What you need to do ▸
Please copy, exactly as they appear below, the lines from the one containing "static cairo_t *ctx;" through the one containing "ctx = cairo_create(surface);".

Input data ▸
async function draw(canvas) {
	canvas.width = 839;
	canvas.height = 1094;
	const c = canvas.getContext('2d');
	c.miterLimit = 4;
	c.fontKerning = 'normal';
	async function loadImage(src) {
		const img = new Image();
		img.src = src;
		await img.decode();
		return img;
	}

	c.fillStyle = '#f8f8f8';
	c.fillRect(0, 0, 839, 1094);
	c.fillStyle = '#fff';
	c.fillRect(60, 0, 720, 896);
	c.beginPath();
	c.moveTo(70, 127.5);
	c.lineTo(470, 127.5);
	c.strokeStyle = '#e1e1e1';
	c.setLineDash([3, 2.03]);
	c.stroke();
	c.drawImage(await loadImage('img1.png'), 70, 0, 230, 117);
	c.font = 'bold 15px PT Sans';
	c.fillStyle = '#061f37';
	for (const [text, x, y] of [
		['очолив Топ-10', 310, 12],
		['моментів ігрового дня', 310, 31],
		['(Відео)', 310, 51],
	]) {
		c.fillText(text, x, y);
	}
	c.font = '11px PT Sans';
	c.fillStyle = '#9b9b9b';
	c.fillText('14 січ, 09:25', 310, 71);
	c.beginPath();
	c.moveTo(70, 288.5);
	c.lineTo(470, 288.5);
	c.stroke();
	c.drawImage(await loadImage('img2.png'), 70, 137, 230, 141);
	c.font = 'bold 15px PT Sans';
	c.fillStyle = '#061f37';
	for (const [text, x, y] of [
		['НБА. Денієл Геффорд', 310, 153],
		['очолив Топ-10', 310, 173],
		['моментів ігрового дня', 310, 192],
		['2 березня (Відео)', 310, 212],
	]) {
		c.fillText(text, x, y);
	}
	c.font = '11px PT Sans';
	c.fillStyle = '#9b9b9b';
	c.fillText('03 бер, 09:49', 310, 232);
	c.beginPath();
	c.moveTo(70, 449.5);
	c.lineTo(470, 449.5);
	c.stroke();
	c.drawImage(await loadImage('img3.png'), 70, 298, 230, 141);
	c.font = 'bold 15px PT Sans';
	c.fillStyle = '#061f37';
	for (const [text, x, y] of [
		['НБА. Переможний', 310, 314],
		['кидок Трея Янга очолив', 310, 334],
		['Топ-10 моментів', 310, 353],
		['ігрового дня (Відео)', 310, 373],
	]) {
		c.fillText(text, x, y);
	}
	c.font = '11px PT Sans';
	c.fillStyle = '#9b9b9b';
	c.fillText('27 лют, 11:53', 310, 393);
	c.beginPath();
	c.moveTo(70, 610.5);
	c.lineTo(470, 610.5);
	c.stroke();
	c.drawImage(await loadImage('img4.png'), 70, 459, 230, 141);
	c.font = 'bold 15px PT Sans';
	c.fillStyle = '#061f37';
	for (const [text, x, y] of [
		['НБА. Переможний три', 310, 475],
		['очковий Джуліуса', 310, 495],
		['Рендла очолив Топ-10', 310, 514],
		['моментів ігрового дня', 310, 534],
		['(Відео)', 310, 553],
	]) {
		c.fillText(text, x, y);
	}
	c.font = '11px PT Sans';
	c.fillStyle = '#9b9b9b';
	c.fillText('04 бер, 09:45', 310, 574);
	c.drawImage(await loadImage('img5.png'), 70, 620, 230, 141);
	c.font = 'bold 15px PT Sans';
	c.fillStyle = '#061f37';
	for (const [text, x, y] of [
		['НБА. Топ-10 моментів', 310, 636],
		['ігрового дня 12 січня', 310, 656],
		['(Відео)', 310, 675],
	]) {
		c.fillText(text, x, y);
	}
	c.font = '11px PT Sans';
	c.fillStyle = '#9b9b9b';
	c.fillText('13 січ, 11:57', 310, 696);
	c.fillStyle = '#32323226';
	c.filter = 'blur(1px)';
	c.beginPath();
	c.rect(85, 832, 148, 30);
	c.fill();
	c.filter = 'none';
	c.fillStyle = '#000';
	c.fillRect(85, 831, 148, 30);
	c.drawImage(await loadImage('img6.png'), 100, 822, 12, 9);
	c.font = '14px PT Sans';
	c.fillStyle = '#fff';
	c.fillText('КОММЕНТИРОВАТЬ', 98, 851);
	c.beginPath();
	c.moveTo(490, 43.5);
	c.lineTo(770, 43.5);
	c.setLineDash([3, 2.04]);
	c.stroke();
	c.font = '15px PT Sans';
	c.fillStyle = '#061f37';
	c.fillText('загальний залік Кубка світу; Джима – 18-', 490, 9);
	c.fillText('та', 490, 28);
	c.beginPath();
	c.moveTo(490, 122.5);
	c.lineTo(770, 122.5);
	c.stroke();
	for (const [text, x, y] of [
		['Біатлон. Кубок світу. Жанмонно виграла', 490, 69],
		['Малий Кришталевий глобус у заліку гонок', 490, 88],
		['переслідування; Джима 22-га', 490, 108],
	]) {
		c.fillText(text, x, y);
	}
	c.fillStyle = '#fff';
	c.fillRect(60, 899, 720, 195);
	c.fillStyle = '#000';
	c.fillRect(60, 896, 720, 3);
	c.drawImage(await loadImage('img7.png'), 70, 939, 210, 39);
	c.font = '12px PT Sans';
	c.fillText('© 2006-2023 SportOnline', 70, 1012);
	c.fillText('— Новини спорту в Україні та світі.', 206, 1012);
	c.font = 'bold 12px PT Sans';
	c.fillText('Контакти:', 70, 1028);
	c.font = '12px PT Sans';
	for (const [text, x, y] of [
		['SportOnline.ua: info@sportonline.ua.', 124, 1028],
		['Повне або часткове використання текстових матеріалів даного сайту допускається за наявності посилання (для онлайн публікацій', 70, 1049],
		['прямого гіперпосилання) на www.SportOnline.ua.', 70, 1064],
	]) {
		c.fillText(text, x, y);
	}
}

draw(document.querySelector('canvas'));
* * *
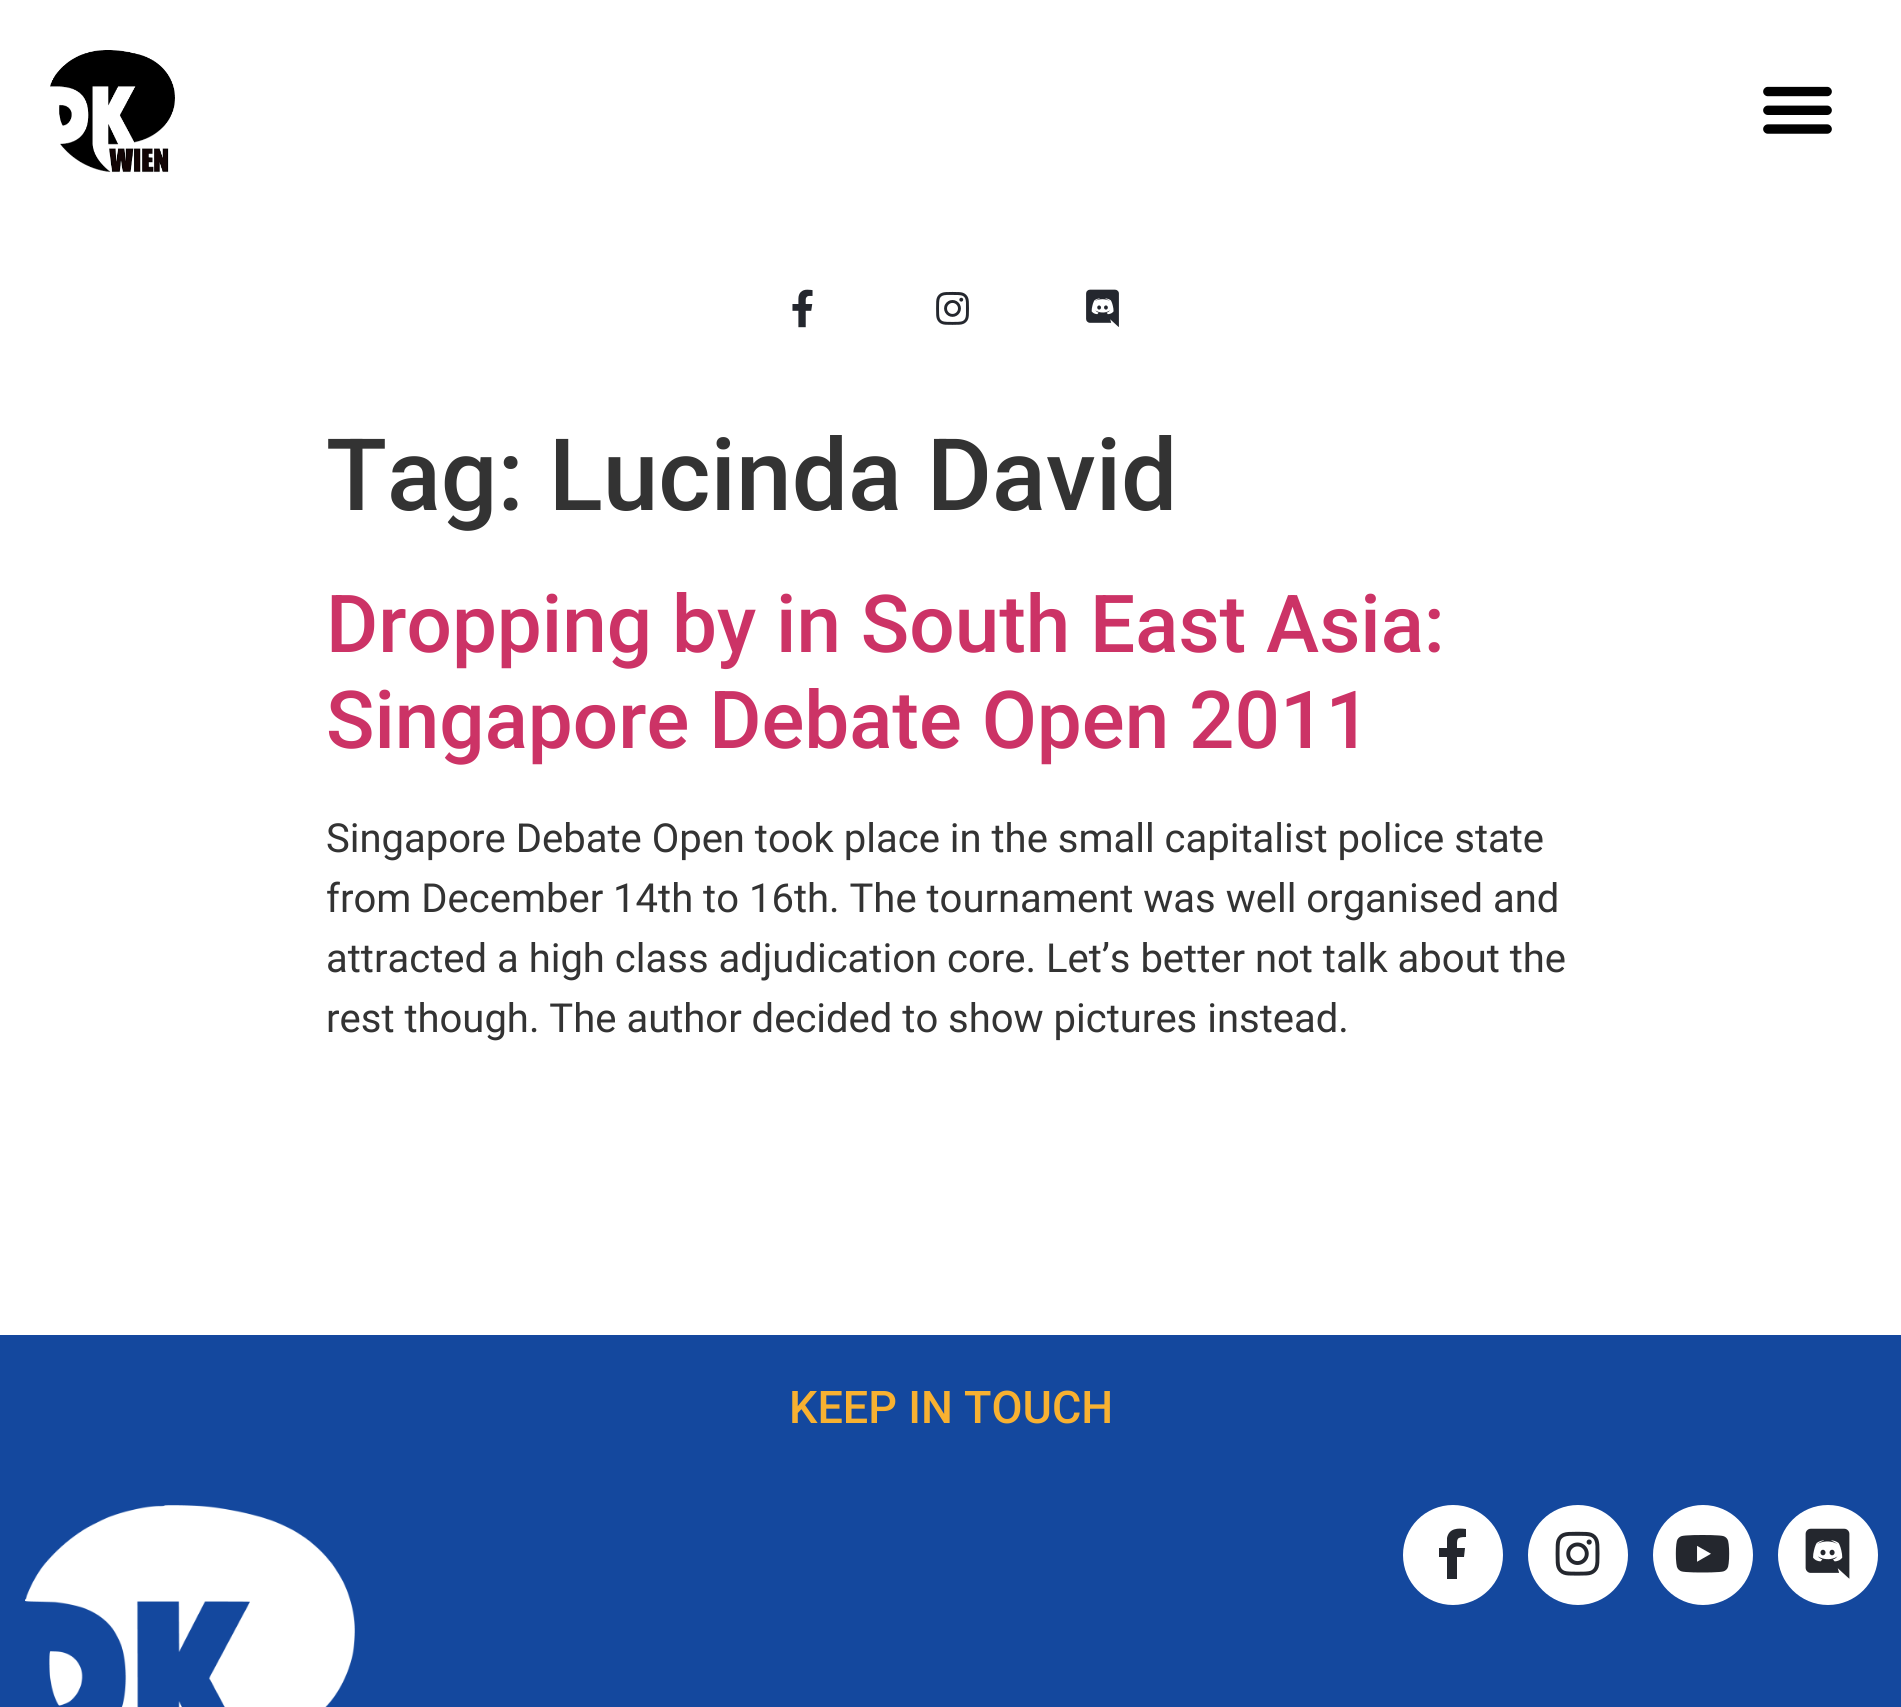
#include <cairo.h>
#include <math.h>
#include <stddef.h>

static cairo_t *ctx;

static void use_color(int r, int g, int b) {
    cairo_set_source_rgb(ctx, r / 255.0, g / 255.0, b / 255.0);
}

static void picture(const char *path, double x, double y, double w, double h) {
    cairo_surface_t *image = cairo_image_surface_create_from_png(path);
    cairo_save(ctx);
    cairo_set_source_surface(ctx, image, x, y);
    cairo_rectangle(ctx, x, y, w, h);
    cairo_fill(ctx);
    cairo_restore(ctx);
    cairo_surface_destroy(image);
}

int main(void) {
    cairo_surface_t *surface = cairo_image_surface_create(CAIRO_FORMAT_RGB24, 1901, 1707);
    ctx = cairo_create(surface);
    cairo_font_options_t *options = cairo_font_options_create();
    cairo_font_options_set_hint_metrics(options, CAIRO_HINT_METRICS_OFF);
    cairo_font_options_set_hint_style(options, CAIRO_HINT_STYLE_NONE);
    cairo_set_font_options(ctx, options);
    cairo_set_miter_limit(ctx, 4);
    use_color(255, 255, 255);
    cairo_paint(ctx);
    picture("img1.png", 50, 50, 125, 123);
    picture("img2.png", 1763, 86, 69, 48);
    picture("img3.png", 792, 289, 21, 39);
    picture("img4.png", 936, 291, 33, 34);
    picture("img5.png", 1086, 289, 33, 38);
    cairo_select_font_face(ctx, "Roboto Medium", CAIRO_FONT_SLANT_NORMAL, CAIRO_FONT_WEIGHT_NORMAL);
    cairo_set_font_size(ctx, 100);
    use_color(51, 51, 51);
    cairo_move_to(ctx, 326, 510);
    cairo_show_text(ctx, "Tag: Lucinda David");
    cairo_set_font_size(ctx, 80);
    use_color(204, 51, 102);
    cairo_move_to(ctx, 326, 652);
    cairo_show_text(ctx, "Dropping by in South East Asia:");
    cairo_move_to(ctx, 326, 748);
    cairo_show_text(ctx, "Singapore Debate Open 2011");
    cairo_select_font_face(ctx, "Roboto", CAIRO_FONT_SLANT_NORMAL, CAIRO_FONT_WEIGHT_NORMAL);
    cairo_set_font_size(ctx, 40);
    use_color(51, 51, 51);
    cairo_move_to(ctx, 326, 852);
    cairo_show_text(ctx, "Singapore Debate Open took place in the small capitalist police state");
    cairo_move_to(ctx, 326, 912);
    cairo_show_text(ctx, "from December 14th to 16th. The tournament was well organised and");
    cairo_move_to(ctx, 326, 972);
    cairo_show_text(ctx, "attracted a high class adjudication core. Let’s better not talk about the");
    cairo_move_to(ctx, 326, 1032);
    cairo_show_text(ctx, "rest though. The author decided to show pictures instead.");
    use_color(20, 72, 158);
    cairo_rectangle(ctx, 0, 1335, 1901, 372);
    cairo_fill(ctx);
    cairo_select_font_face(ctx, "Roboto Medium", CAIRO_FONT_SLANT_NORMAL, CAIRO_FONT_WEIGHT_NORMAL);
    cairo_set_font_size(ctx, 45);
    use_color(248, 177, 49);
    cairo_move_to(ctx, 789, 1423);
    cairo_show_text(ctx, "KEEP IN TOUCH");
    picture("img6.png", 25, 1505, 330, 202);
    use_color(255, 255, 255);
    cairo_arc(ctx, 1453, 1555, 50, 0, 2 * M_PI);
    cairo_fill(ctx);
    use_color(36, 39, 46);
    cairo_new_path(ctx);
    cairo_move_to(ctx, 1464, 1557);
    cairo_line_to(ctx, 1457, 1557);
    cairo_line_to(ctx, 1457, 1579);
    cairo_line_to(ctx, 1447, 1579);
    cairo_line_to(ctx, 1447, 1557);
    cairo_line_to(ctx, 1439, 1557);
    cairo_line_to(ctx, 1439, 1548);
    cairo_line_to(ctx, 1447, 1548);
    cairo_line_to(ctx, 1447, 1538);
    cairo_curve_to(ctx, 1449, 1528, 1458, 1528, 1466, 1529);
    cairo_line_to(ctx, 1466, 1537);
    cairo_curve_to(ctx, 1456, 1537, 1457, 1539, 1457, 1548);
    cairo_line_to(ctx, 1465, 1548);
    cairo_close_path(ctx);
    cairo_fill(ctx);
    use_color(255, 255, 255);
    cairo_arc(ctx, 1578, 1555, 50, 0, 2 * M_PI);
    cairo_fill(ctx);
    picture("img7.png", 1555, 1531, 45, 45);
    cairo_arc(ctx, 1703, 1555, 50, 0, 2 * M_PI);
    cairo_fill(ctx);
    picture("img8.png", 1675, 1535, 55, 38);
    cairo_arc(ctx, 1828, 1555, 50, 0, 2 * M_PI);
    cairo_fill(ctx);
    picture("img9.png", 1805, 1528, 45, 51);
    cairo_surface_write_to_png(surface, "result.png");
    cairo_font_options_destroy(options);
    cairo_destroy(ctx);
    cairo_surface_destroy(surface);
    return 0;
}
...
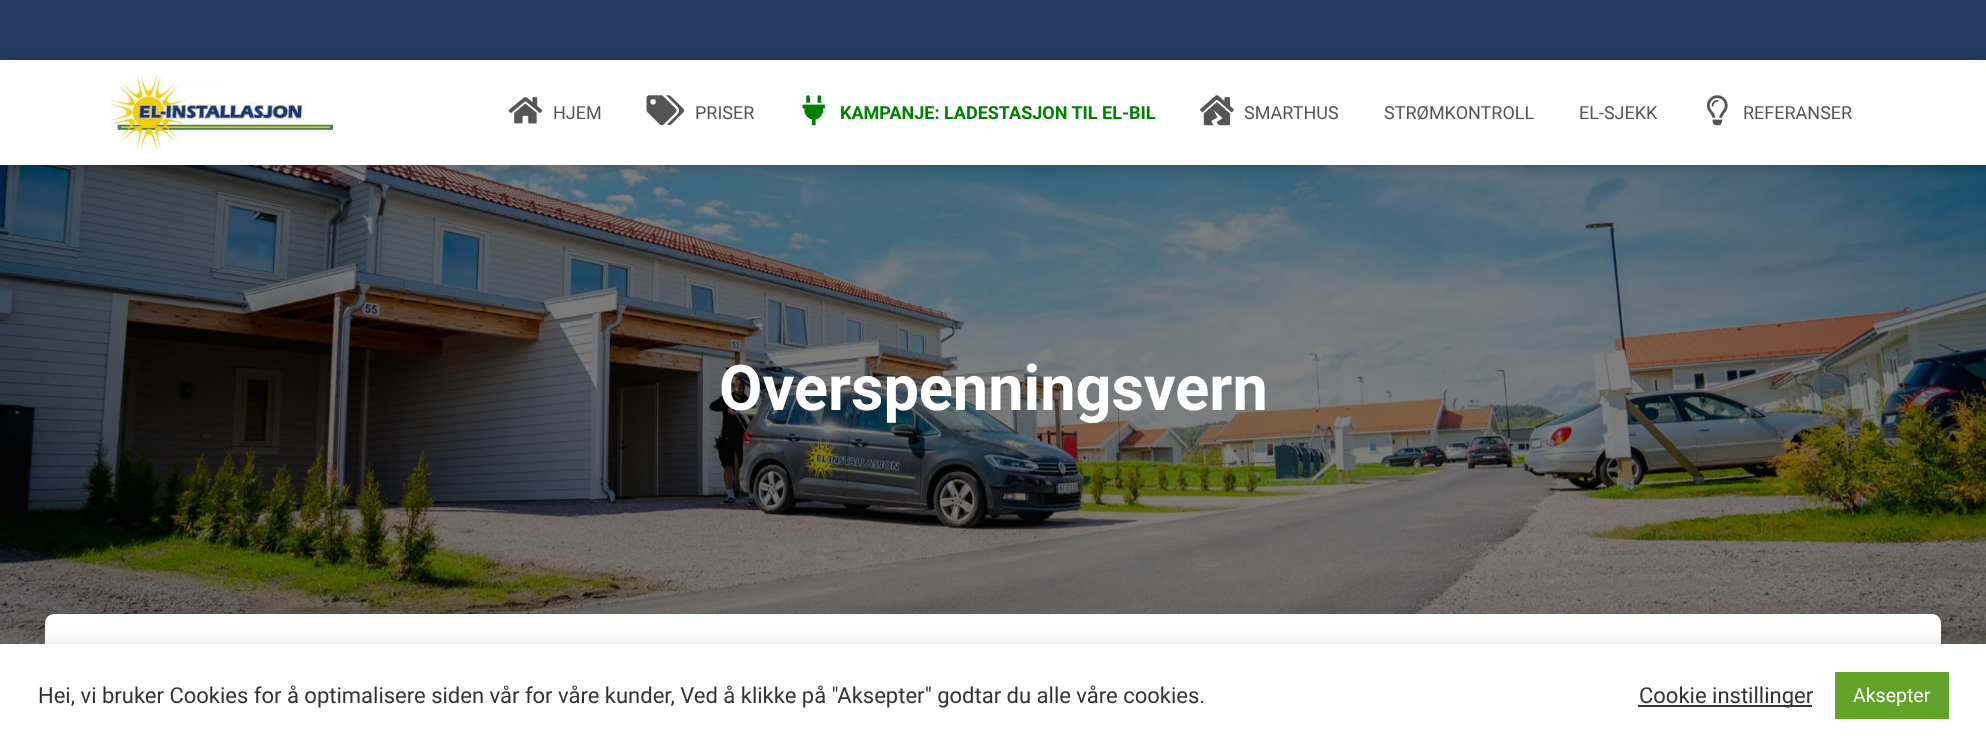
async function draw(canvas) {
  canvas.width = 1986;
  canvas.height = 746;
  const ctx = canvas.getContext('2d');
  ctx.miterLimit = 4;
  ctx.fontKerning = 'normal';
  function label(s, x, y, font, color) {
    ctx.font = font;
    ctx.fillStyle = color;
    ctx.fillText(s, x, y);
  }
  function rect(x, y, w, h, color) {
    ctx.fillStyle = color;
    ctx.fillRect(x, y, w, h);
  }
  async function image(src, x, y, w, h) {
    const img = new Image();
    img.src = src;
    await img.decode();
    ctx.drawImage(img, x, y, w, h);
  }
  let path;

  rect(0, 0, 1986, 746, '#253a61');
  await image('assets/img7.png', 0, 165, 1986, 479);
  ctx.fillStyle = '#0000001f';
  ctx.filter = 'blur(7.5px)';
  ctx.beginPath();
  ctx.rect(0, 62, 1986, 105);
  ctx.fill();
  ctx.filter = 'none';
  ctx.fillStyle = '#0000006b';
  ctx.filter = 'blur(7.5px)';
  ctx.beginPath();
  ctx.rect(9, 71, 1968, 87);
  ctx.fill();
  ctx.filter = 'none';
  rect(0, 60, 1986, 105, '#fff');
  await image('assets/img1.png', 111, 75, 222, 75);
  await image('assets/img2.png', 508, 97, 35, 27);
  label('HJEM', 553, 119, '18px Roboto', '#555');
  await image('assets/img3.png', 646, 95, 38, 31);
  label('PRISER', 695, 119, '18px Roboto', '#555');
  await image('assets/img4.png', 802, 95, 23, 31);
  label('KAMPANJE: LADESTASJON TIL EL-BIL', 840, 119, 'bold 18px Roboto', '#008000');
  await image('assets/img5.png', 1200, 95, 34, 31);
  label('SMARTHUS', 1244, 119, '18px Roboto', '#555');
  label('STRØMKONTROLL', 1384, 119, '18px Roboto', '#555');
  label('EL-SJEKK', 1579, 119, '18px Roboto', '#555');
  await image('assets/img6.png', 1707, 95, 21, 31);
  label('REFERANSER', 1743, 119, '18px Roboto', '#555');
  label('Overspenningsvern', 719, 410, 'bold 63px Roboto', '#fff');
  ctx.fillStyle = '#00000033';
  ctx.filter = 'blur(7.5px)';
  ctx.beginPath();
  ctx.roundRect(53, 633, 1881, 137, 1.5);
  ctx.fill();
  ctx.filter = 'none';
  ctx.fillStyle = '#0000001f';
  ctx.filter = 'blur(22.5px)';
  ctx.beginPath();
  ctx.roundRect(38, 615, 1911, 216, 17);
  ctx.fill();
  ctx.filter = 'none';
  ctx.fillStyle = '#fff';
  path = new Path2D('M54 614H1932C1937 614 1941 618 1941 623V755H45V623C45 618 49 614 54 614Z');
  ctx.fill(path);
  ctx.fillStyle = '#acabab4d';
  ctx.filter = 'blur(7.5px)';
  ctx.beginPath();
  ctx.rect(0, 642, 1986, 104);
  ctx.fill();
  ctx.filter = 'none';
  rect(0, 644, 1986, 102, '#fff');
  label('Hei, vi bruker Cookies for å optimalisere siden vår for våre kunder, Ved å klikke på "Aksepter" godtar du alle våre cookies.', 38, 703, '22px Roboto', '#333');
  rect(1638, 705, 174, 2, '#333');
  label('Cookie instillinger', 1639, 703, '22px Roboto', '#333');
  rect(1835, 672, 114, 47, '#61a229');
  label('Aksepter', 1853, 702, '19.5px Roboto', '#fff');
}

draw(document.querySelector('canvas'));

Written solution ▸
static cairo_t *ctx;

static void use_color(int r, int g, int b) {
    cairo_set_source_rgb(ctx, r / 255.0, g / 255.0, b / 255.0);
}

static void picture(const char *path, double x, double y, double w, double h) {
    cairo_surface_t *image = cairo_image_surface_create_from_png(path);
    cairo_save(ctx);
    cairo_set_source_surface(ctx, image, x, y);
    cairo_rectangle(ctx, x, y, w, h);
    cairo_fill(ctx);
    cairo_restore(ctx);
    cairo_surface_destroy(image);
}

int main(void) {
    cairo_surface_t *surface = cairo_image_surface_create(CAIRO_FORMAT_RGB24, 1901, 1707);
    ctx = cairo_create(surface);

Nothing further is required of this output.